Dataset entries:
-------

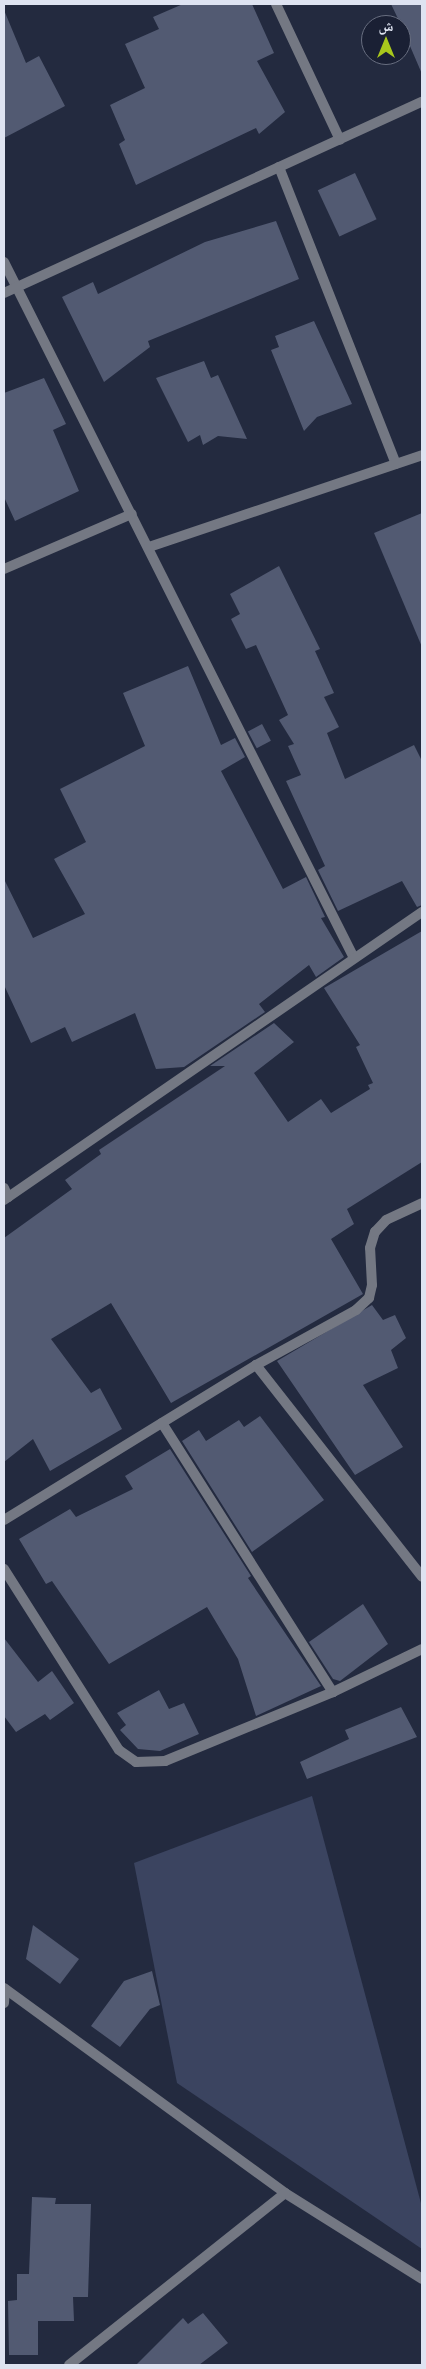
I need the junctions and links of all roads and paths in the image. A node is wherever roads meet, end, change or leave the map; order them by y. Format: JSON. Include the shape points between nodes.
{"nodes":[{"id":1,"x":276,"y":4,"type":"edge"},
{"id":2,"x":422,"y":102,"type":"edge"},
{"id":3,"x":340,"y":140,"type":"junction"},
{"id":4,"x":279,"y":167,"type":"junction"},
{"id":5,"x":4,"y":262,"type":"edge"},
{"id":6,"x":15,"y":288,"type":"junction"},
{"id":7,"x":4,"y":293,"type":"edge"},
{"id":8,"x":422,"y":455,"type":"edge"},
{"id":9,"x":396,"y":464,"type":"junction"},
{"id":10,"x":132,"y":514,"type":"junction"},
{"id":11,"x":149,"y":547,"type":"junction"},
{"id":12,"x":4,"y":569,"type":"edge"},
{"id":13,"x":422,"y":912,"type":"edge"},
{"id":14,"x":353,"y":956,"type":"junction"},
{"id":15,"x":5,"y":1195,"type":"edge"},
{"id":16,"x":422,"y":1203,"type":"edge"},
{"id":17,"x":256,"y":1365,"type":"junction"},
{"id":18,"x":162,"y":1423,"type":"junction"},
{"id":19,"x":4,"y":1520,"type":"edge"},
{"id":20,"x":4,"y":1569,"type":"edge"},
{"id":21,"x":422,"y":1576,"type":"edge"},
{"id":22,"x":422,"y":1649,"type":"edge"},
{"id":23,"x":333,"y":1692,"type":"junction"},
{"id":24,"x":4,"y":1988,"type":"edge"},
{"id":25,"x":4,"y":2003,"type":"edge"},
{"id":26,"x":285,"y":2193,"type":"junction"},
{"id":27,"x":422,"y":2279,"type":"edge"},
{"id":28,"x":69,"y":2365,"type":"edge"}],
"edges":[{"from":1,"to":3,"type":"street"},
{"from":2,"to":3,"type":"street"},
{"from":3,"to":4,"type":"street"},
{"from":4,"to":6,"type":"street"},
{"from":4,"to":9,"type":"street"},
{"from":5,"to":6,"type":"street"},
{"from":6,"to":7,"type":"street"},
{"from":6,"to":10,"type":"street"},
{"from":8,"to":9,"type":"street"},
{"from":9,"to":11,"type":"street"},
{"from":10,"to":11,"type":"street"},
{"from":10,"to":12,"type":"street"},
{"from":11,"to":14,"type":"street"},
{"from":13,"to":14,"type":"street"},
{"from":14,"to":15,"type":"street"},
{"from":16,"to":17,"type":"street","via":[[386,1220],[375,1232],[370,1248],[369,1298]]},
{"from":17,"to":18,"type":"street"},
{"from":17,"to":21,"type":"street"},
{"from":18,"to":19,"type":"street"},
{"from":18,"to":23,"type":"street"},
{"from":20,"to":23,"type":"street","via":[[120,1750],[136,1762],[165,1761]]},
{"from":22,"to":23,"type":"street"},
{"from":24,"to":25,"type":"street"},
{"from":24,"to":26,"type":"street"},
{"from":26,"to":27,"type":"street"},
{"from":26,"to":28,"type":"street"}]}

-------

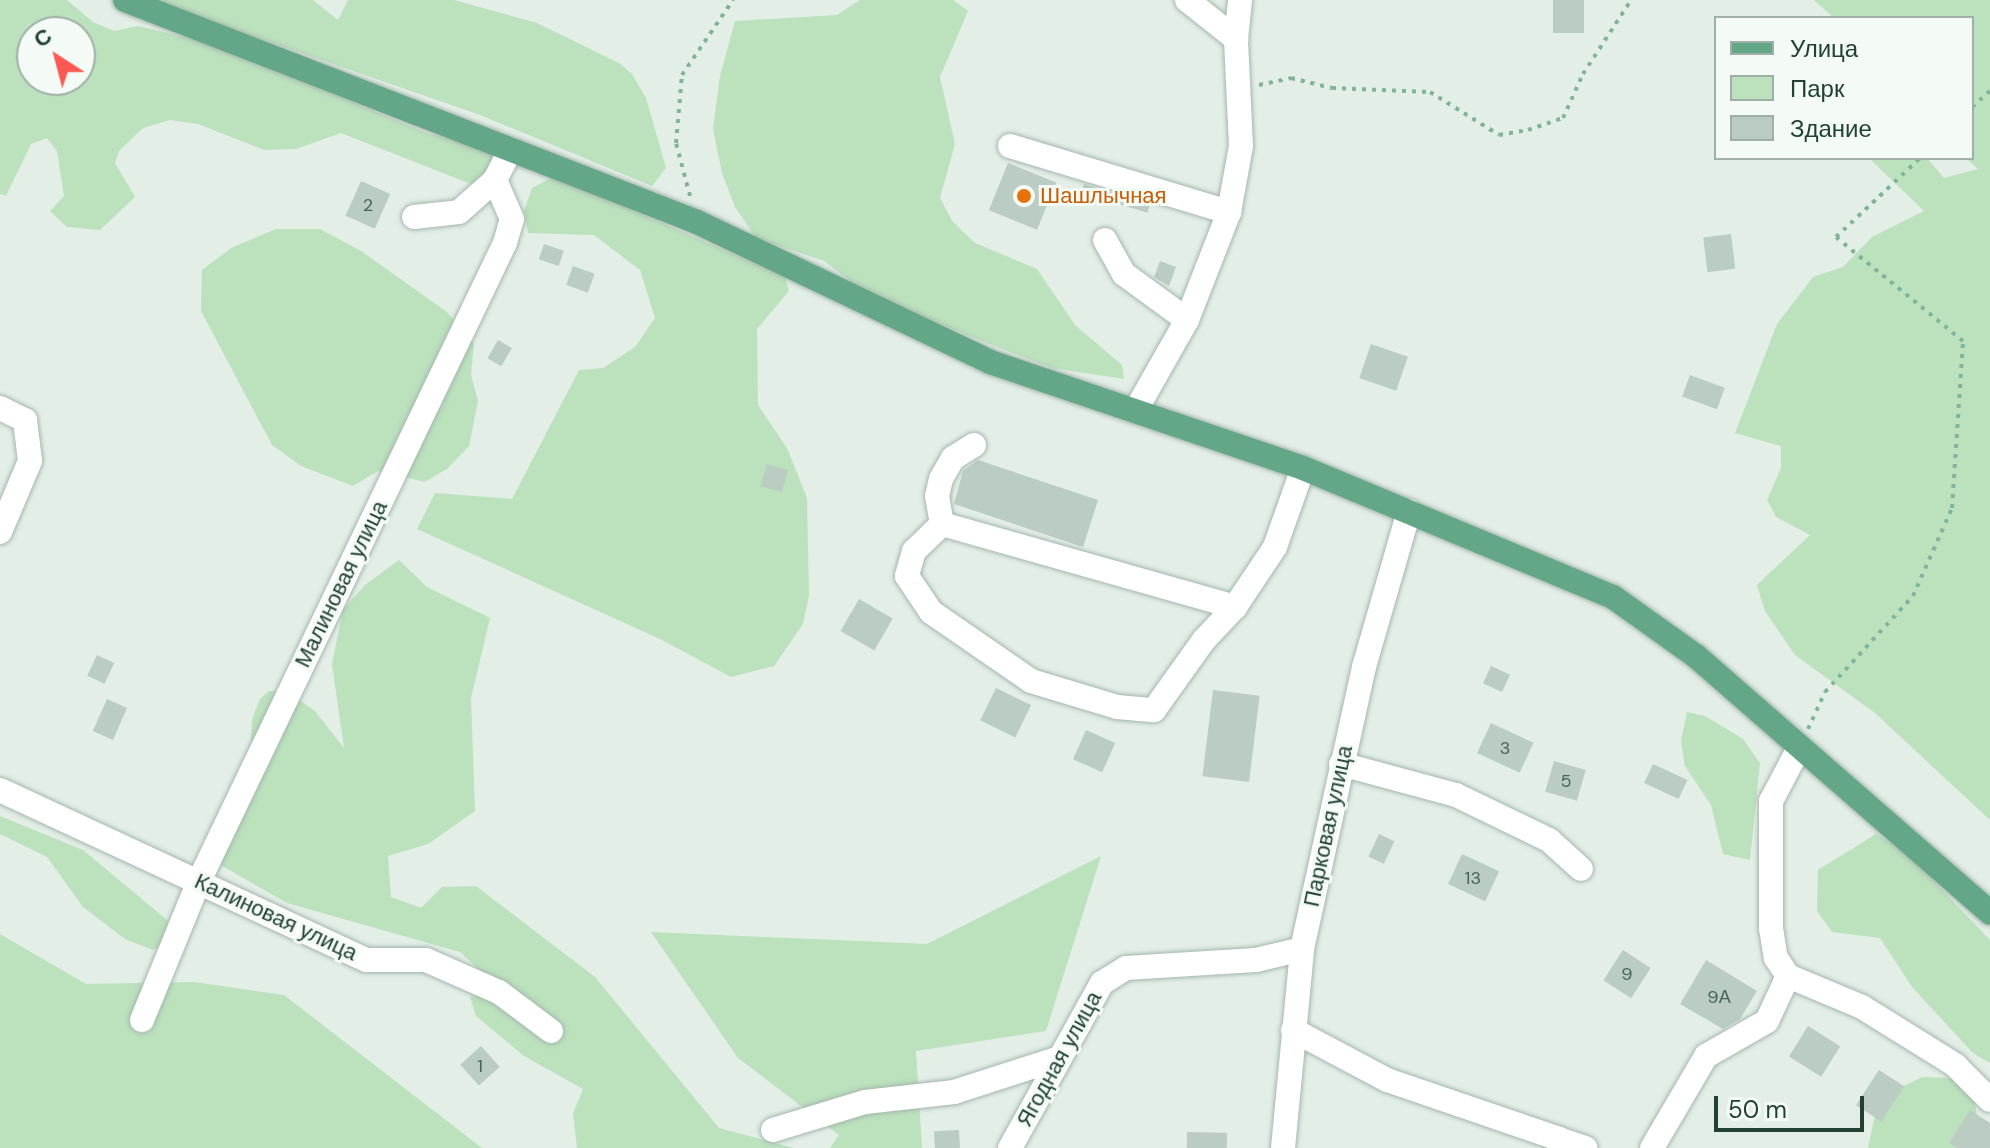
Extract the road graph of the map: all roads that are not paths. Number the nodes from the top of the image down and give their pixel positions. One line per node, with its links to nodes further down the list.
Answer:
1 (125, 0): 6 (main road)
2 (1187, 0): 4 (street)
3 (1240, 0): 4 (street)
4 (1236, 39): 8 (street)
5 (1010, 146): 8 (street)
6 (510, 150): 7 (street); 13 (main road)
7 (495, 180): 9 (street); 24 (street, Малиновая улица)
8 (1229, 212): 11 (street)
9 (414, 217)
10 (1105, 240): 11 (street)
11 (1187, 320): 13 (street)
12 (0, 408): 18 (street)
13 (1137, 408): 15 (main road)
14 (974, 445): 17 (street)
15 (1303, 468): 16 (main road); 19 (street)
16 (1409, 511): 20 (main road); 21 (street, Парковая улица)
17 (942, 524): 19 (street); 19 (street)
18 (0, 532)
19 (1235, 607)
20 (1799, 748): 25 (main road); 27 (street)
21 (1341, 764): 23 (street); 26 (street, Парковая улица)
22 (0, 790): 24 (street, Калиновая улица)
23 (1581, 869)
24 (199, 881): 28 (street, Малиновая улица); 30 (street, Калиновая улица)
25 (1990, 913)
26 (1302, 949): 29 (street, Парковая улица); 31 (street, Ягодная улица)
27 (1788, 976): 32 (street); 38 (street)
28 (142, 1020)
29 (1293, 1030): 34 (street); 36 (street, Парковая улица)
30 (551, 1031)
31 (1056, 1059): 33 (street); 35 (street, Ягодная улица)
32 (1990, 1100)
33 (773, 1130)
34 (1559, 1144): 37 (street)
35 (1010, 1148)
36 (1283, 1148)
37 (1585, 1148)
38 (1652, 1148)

-------

▶ **WHAT IS EXPECTED**
Check each line above for the string "links" and copy those that have it.

▶ **RESPONSE**
I need the junctions and links of all roads and paths in the image. A node is wherever roads meet, end, change or leave the map; order them by y. Format: JSON. Include the shape points between nodes.
Extract the road graph of the map: all roads that are not paths. Number the nodes from the top of the image down and give their pixel positions. One line per node, with its links to nodes further down the list.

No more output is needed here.